The Final Nail in the Coffin, and the Biscuit It Went Through

A while ago, I was walking through the Tate Modern when a throng of people pushed past me, obviously eager to get to the next exhibit. I wandered after them, and couldn’t see a thing.

The room was completely bare.

Oh, except for a biscuit that was nailed to the wall.

Before long I began to suspect that the biscuit was, in fact, the exhibit.

Mainly because there was group of people crowding around, stroking their goatees and discussing it.

Discussing a biscuit with a nail through it.

Well, that’s not entirely true. One of them was sketching it.

Obviously I didn’t get too close as I didn’t want to be associated with them when the European version of Ashton Kutcher leapt out and shouted “I’m Johannes Von Haufenbrau and you’ve been Art Pünk’d!’

But Johannes Von Haufenbrau never appeared.

This shit was real.


I don’t use the term ‘Godzilla-sized mega-wank’ lightly, but this was definitely that.

There was a biscuit stuck to the wall of the Tate Modern (not even an interesting biscuit, incidentally. It looked like an Arnott’s Arrowroot. Possibly the most boring biscuit in history), and it had drawn a sizeable group of wankers.

What’s the technical classification for a group of wankers? A gaggle? A murder?

I hope it’s a murder.

I’d actually find some satisfaction in that.

I left the room in a hurry, but the Tate wasn’t done with me. The next exhibit was a pile of hollow metal poles scattered on the ground. Someone was explaining that the artist originally arranged the poles in the shape of a DNA segment of some famous free thinker, but to celebrate that very notion of free thought, she encourages galleries to arrange the poles however they want. She doesn’t provide instructions. She doesn’t even turn up. In other words, the most impressive part of her art is correctly calculating the amount of postage needed to send a tube of tent poles.

Now, don’t get me wrong. This isn’t an attack on artists. Many of my friends are artists. Great ones. One of them can draw a really realistic human eye, and that shit is hard. This is more a commentary on the breathtaking levels of laziness that modern art is sinking to; the fact that, more and more frequently, artists’ efforts seem like the half-assed moonlighting of Macgyver, using whatever the fuck they can find lying around to assemble something vaguely art-shaped. Shoehorn in a ludicrous ‘narrative’, slap on an overly-lofty title that uses the word ‘Channeling’ or ‘Existential’, and they’ve got themselves a fairly impressive Tate Modern exhibit and a tidy little murder of wankers.

And that’s the problem. When art can be anything at all, it stops being anything at all. It elicits an emotional reaction as superficial as the work that went in – mild surprise, vague annoyance, brief discourse. An article written in a blog.

The financial response, however, well that’s a different story altogether.

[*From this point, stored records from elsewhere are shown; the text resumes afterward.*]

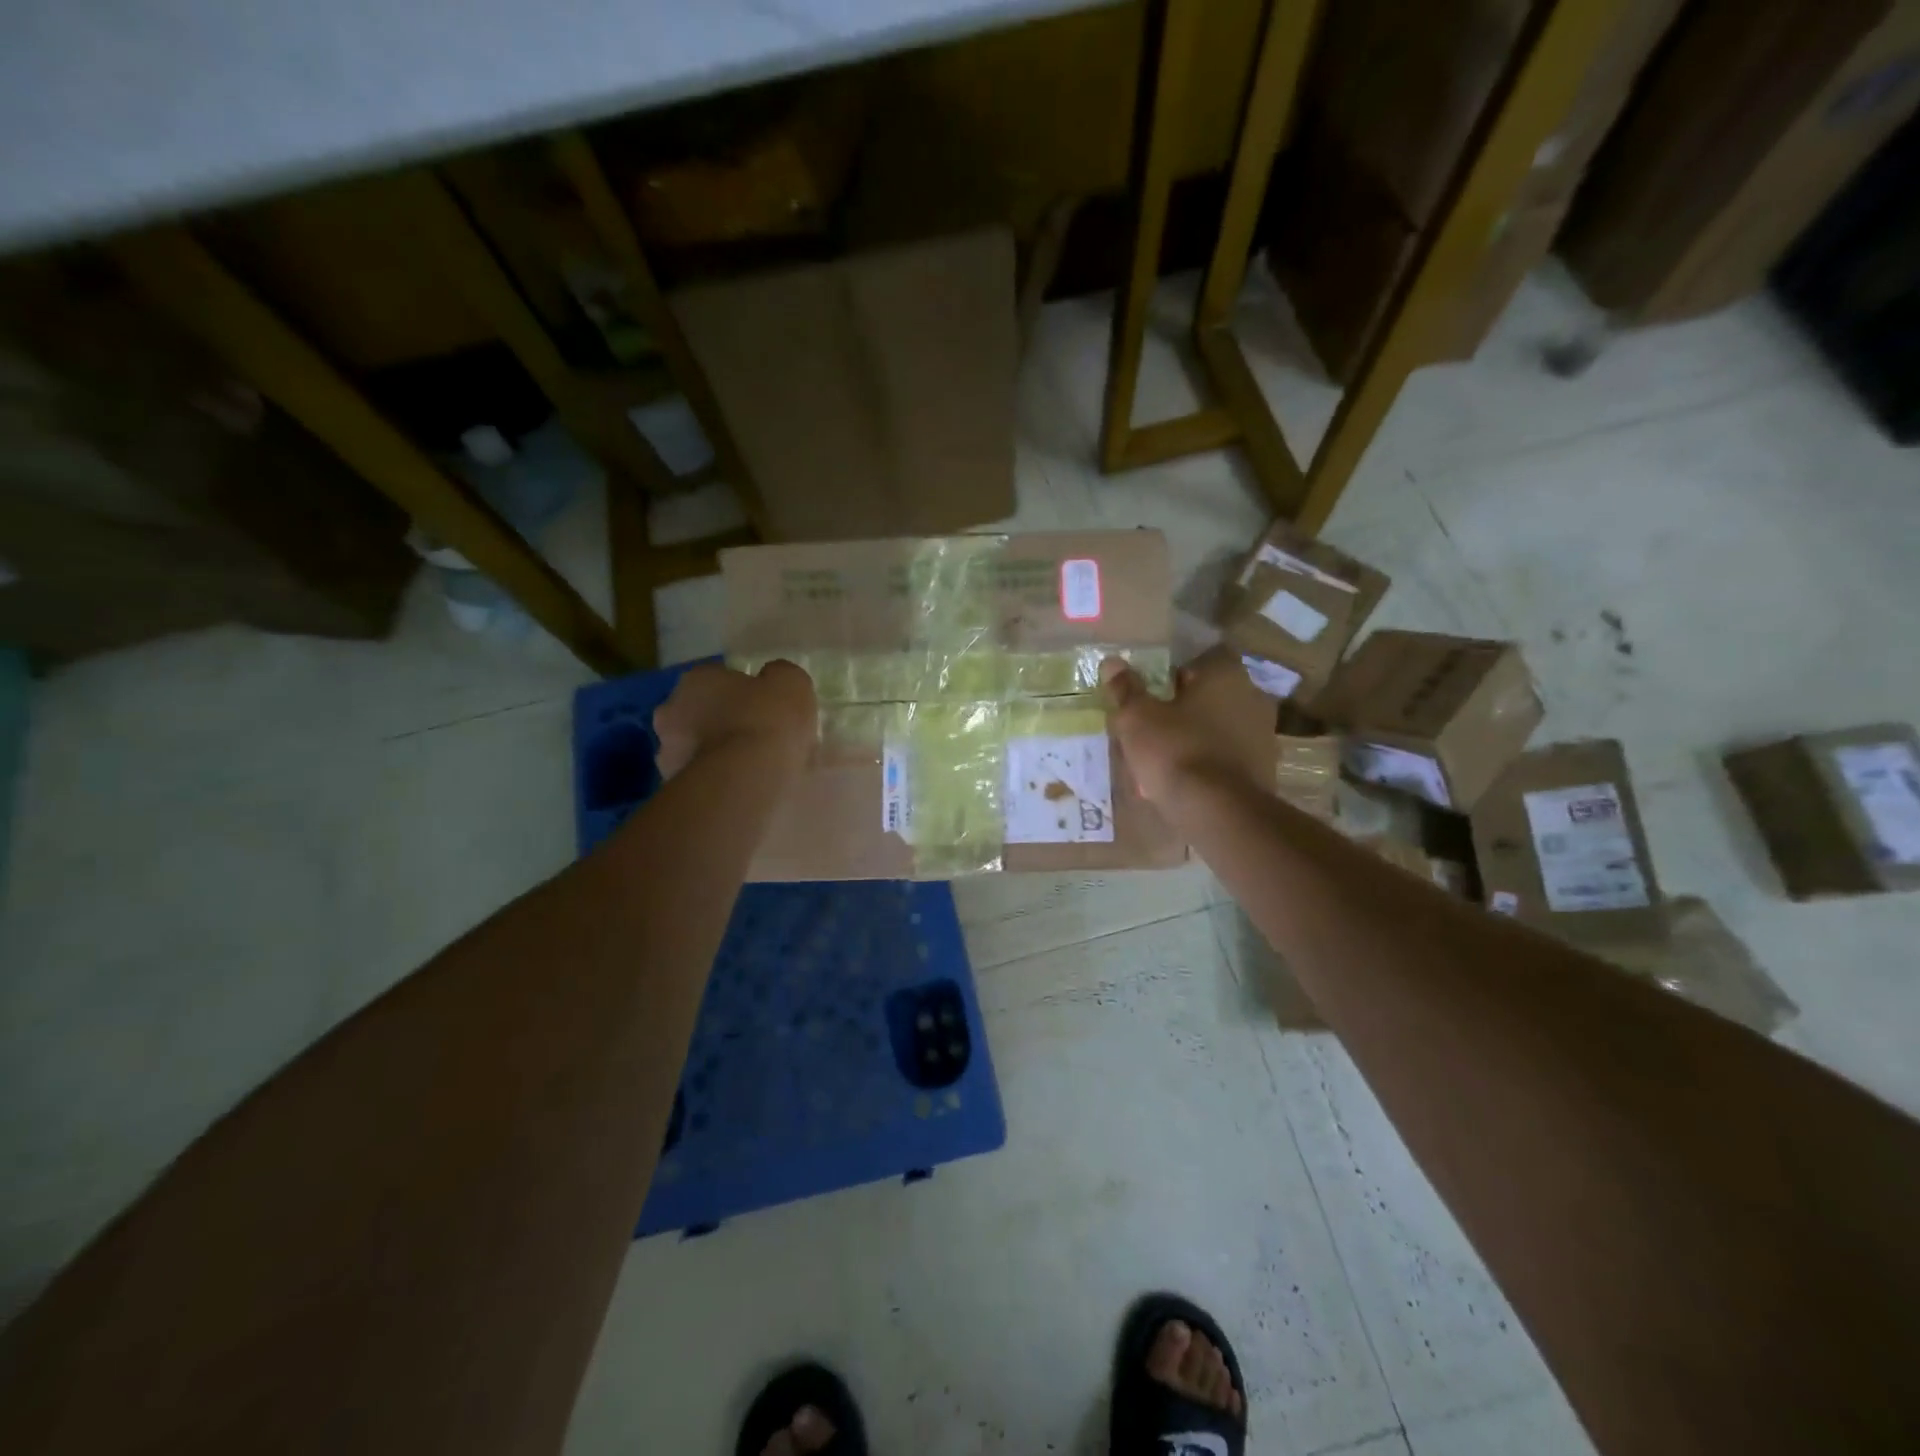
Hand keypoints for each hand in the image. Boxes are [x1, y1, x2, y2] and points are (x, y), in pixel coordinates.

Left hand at [655, 660, 816, 779]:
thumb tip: (772, 680)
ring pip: (698, 750)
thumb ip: (778, 676)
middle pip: (702, 713)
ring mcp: (668, 754)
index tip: (766, 706)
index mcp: (696, 680)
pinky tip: (744, 791)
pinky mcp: (675, 791)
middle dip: (724, 723)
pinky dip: (719, 783)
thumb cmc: (767, 721)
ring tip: (755, 771)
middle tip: (758, 738)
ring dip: (719, 755)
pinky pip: (702, 781)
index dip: (744, 692)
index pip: (718, 678)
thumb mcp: (791, 683)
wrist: (747, 782)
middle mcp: (671, 711)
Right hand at [1102, 654, 1253, 804]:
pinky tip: (1184, 779)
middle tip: (1155, 723)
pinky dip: (1209, 762)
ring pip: (1221, 726)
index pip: (1201, 659)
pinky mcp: (1265, 769)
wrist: (1218, 812)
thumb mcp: (1137, 718)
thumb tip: (1113, 663)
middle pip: (1212, 694)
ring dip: (1198, 735)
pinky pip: (1229, 757)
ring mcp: (1264, 735)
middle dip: (1185, 706)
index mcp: (1226, 675)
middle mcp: (1253, 697)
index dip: (1174, 672)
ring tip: (1165, 756)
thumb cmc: (1175, 751)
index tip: (1153, 690)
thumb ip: (1126, 689)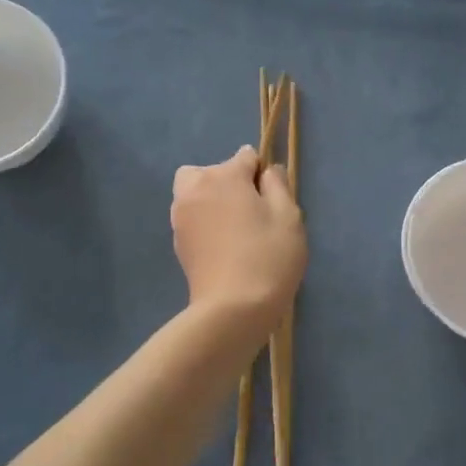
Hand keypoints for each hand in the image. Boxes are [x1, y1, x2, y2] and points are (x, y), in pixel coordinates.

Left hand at [171, 147, 306, 336]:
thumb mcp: (288, 216)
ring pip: (195, 192)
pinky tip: (224, 246)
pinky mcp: (177, 241)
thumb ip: (278, 185)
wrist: (233, 308)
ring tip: (236, 229)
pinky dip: (205, 222)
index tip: (273, 200)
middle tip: (251, 212)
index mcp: (224, 176)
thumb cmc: (269, 257)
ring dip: (213, 200)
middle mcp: (196, 188)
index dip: (262, 174)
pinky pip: (192, 217)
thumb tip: (267, 171)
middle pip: (211, 171)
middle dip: (229, 182)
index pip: (245, 157)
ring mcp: (181, 216)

Take the ‘Onement VI’; a painting that looks like a screenshot of the game Pong and sold for a cool $44 million.


It’s here that we enter fairly well trodden territory. Because suggesting that something like the Onement VI could have been done by that kid in art class that eats the glue, always ends the same way: with someone saying, “yes, but he didn’t do it, did he? The artist did.”

It’s a rebuttal that’s never sat well with me; that success and critical acclaim in modern art isn’t always founded on searing insight or, in many cases, even talent, but who calls dibs first. 

So just to be on the safe side and secure my eight-figure paycheck, here are a few pieces that I’m officially calling dibs on.

“l’enfant ne veut pas le mamelon de la consummation. Part Trois.”

An Ikea sidetable stands in one corner of the gallery. It may look normal, but I was completely naked and really hungry when I put it together. So it’s not.

‘The Apoplexy of Wave-Length Trauma in D-Minor.’

To symbolize a widow’s wailing cry at the ever-worsening interrogation techniques employed by the Australian Government, specifically against Koreans, I park my Hyundai Tucson in the middle of the room and beep the horn continuously for three hours.

Oh! What Writhing Panic, You Fucks, You Sheeple.

I put a sign up on the wall saying ‘Wet Paint’, but the paint’s not wet at all. In fact, it’s not even paint. It’s a 1997 Panasonic TV remote blu-tacked to a photo of my mum. Take that, big pharma.

No doubt any modern artists reading this are wringing their berets in rage by now, feeling trivialised and demeaned. But that’s not my intention. Not at all. Rather, take this article as a wake up call; a catalyst to step up and make art mean something again. If not for me, then for future generations.

Because, in two hundred years, when Art History-bot 3000 tries to explain the meaning behind an Arrowroot biscuit nailed to a wall and explodes, maiming several school kids, their blood will be on your hands.